We can zoom out a bit more and say that combustion occurs between a fuel and oxidizer with or without a heat source. This is what happens with hypergolic propellants -- spontaneous decomposition when fuel and oxidizer are brought into contact without an external heat source, resulting in strong exothermicity.

Of course, we could take a broader-still view of combustion and drop the requirement for two different things (fuel and oxidizer) and define it just as an exothermic decomposition process.
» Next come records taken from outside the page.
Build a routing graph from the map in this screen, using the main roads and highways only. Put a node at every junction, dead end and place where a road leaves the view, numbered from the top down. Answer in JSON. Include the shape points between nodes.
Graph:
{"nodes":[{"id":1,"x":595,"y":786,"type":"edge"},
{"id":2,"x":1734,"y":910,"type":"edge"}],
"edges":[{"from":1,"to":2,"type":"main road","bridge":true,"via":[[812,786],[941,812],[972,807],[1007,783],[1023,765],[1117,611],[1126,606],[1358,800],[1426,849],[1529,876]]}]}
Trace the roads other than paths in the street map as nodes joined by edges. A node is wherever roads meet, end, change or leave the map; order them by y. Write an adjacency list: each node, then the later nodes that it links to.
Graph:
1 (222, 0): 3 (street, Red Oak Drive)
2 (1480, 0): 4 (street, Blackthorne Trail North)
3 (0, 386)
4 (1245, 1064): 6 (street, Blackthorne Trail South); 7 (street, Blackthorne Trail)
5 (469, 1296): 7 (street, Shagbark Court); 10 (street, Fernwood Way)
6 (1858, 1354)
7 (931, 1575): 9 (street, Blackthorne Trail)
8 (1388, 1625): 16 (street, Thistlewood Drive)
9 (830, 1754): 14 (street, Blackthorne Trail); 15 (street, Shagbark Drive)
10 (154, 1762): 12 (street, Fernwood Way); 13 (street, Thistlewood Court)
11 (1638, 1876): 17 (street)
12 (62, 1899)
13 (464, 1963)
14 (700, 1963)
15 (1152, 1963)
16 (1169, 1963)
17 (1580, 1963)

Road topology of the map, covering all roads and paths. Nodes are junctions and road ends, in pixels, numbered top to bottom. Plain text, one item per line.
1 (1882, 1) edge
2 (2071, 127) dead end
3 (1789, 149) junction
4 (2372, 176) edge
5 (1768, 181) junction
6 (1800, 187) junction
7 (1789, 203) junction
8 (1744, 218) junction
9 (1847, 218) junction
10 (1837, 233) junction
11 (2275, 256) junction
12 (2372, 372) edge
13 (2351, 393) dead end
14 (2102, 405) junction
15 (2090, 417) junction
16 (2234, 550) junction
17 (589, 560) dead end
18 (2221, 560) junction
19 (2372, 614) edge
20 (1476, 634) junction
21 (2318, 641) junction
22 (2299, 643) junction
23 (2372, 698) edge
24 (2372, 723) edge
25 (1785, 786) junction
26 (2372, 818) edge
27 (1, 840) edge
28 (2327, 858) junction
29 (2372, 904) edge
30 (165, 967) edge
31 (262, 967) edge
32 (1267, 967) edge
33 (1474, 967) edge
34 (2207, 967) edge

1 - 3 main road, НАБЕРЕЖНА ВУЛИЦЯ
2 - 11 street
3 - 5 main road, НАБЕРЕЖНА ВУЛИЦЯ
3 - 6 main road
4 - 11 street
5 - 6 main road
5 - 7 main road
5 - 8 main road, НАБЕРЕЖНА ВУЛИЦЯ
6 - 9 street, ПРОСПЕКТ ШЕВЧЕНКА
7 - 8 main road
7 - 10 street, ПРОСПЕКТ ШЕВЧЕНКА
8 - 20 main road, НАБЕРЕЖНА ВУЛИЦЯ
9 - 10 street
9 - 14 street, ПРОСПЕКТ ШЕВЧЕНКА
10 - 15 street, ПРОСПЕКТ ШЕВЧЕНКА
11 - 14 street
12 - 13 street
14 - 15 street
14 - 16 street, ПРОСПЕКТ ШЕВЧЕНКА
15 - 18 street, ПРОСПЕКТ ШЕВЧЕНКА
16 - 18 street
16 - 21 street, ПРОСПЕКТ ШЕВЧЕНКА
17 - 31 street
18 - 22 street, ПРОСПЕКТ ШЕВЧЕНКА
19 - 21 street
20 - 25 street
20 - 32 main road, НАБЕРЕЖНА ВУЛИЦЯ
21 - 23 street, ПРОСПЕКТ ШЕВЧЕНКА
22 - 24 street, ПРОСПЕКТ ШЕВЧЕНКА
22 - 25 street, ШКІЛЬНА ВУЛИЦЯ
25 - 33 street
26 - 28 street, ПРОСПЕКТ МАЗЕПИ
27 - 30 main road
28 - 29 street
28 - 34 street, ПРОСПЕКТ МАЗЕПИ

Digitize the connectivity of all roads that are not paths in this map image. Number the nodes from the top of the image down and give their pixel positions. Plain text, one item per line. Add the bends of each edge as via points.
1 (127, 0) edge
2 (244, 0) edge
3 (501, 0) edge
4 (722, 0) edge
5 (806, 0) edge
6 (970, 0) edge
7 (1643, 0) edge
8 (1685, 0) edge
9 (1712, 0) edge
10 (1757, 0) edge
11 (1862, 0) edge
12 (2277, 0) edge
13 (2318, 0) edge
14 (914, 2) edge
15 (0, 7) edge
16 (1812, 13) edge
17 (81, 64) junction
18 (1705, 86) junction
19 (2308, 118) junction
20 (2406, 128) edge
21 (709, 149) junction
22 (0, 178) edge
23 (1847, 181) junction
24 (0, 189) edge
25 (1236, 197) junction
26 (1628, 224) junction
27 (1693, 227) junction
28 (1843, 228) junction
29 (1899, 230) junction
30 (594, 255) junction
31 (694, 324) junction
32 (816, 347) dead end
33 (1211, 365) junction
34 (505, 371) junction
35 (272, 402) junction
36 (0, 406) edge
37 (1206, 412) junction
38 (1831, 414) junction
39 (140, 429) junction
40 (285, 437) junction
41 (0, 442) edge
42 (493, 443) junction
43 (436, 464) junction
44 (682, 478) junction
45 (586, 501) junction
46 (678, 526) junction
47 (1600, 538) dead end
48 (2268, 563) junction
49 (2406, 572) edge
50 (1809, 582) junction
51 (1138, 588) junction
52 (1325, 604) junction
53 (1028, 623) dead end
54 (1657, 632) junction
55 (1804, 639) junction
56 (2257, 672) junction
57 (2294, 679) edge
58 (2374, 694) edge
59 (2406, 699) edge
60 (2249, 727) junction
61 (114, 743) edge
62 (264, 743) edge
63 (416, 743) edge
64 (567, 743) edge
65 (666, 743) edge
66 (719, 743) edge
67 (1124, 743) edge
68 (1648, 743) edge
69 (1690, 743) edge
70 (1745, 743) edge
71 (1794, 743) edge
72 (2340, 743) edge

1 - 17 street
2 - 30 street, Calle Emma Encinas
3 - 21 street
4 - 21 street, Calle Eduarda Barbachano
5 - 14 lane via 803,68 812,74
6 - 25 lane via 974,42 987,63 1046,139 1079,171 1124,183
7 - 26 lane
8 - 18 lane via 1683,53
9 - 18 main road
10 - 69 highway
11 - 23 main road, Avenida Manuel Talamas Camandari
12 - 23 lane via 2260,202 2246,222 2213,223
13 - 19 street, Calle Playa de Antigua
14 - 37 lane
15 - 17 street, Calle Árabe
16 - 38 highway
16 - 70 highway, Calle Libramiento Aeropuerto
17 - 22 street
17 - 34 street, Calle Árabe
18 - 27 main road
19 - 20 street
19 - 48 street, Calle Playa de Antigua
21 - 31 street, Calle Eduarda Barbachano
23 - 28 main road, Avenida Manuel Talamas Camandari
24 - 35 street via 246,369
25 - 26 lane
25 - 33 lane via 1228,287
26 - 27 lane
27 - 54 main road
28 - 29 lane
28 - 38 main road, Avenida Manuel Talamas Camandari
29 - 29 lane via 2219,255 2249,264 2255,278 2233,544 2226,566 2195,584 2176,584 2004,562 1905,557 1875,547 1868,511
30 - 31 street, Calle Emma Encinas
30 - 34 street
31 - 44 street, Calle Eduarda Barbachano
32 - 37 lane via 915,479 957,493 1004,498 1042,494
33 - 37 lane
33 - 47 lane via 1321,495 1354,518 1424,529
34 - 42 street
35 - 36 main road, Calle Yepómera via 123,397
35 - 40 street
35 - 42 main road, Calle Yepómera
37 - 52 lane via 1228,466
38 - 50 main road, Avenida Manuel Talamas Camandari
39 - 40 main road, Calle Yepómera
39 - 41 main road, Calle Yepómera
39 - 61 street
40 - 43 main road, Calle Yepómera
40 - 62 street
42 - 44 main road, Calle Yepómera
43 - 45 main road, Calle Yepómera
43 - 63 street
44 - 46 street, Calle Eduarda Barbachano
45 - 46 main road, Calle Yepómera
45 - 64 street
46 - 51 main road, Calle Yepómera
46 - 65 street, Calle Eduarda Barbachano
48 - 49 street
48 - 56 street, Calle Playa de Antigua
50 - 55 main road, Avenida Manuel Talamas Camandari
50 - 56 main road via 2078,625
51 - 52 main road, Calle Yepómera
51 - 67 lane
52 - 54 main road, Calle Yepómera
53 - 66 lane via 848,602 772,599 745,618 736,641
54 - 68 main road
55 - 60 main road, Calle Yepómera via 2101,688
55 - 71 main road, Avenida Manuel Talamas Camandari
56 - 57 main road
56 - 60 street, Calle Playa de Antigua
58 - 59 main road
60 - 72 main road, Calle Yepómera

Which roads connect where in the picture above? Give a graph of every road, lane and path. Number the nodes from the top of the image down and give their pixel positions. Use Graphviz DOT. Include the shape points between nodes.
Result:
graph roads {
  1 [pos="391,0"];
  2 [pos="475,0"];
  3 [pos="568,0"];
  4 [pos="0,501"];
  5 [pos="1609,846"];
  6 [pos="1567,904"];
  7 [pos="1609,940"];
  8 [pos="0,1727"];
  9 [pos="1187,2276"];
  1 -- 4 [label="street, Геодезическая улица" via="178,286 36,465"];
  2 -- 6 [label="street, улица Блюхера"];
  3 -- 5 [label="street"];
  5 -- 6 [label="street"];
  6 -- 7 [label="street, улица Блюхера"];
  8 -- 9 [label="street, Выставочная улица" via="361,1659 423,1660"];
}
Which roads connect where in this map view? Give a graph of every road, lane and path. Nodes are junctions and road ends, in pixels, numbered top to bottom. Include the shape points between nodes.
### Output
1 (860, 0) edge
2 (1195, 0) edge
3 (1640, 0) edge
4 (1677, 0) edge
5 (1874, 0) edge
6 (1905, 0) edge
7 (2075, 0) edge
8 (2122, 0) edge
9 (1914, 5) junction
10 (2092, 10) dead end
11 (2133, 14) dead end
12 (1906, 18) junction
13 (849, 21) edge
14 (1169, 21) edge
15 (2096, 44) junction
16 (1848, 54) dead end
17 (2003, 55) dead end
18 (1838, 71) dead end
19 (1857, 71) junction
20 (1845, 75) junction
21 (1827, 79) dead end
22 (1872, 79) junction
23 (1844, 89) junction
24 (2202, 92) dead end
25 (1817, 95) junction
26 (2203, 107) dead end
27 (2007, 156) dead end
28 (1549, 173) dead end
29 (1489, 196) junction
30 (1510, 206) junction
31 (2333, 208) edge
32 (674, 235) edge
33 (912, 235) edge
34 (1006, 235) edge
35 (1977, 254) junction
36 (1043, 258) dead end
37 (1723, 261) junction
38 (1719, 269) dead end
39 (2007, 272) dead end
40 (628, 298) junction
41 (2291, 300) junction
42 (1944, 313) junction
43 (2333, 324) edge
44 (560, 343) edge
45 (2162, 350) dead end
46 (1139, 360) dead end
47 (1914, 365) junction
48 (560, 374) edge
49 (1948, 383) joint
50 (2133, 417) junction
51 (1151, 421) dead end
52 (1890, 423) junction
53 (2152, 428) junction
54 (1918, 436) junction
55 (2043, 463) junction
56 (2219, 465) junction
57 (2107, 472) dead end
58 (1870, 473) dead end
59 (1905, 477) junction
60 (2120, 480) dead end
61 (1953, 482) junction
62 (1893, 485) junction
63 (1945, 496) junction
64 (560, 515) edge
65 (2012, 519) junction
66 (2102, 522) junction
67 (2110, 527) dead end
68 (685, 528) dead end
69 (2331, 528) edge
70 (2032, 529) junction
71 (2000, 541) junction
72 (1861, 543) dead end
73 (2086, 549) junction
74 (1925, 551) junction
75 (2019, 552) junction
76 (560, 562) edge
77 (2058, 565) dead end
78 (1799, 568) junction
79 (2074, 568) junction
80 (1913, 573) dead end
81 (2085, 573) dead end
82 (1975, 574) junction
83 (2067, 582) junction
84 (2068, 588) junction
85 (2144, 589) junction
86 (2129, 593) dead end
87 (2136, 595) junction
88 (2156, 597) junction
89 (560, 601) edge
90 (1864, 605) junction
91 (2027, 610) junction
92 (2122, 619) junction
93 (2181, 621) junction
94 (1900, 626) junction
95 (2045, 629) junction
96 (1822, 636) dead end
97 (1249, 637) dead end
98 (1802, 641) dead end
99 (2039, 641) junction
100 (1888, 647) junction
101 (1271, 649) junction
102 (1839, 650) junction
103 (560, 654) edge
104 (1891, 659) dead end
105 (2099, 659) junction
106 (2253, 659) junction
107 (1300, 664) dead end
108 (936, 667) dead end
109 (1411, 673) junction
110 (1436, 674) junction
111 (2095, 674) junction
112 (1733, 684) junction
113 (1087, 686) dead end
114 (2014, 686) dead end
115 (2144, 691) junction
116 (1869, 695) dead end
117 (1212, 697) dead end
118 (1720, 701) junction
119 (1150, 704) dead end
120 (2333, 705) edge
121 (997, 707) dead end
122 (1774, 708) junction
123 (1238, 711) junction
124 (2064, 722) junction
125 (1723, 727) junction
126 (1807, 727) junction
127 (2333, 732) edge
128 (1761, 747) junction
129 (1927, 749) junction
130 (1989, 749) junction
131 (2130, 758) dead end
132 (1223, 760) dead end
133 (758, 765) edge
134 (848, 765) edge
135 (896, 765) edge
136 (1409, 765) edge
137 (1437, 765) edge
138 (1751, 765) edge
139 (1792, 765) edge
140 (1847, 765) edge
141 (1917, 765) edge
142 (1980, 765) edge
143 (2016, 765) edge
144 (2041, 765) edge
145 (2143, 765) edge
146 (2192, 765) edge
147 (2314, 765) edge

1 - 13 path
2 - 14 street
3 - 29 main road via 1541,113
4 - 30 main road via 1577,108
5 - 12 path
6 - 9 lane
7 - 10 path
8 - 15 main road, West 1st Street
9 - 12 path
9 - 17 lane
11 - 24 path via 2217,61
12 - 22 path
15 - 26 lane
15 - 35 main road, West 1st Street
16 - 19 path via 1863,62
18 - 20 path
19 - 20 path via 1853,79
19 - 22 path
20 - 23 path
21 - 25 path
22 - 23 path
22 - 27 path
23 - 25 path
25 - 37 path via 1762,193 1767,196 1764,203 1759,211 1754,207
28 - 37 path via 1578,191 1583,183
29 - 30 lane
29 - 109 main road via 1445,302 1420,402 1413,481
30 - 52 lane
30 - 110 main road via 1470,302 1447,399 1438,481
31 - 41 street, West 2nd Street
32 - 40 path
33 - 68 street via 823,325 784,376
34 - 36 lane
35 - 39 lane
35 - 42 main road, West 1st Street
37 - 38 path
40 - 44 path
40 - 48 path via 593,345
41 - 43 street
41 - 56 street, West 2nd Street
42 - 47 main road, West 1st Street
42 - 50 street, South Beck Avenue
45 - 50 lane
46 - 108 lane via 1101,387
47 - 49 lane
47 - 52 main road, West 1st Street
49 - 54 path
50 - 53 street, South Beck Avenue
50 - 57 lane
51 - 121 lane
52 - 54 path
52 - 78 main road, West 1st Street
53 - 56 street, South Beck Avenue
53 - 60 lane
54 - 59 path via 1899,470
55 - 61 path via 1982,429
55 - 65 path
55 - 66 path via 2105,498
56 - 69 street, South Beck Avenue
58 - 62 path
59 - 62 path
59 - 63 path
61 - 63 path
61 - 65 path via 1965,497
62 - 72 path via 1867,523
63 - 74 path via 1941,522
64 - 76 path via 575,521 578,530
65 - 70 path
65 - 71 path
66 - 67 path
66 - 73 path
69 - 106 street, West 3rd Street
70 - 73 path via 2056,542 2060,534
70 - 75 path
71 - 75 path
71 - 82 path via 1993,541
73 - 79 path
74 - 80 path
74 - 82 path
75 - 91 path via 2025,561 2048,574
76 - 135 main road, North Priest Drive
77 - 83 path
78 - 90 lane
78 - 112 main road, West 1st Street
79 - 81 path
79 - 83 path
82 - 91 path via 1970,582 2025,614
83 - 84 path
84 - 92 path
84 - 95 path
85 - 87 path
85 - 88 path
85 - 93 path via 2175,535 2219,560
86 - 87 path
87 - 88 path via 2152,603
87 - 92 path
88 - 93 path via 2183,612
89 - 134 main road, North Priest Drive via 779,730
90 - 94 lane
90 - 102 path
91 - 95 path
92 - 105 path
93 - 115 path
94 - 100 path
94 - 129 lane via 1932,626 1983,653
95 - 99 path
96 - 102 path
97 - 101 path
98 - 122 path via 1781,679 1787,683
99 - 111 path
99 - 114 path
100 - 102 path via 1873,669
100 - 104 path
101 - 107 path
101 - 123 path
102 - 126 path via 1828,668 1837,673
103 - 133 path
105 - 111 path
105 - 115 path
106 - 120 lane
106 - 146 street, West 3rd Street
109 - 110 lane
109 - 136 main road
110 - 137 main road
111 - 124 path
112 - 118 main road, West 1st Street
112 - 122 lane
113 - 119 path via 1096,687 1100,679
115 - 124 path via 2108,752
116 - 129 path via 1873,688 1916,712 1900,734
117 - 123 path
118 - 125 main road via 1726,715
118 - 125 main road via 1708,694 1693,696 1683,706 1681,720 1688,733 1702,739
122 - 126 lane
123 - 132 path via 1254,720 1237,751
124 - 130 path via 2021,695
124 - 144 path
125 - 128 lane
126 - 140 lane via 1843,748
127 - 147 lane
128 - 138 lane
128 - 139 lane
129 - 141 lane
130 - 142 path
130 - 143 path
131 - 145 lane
This then can include monopropellants that are used as rocket fuels, as well as solid propellants (although those are generally self-oxidizing, in the sense that the solid is both fuel and oxidizer in one molecule that breaks apart when it turns to a gas, so it oxidizes itself).

To put it all together, ultimately what somebody means when they say "combustion" depends on who is saying it. For common English or folks who think "combustion is fire," then fuel, oxygen, and heat are all required by definition. But for propulsion-minded folks, particularly rocket-propulsion folks, combustion is a much broader and richer set of possibilities.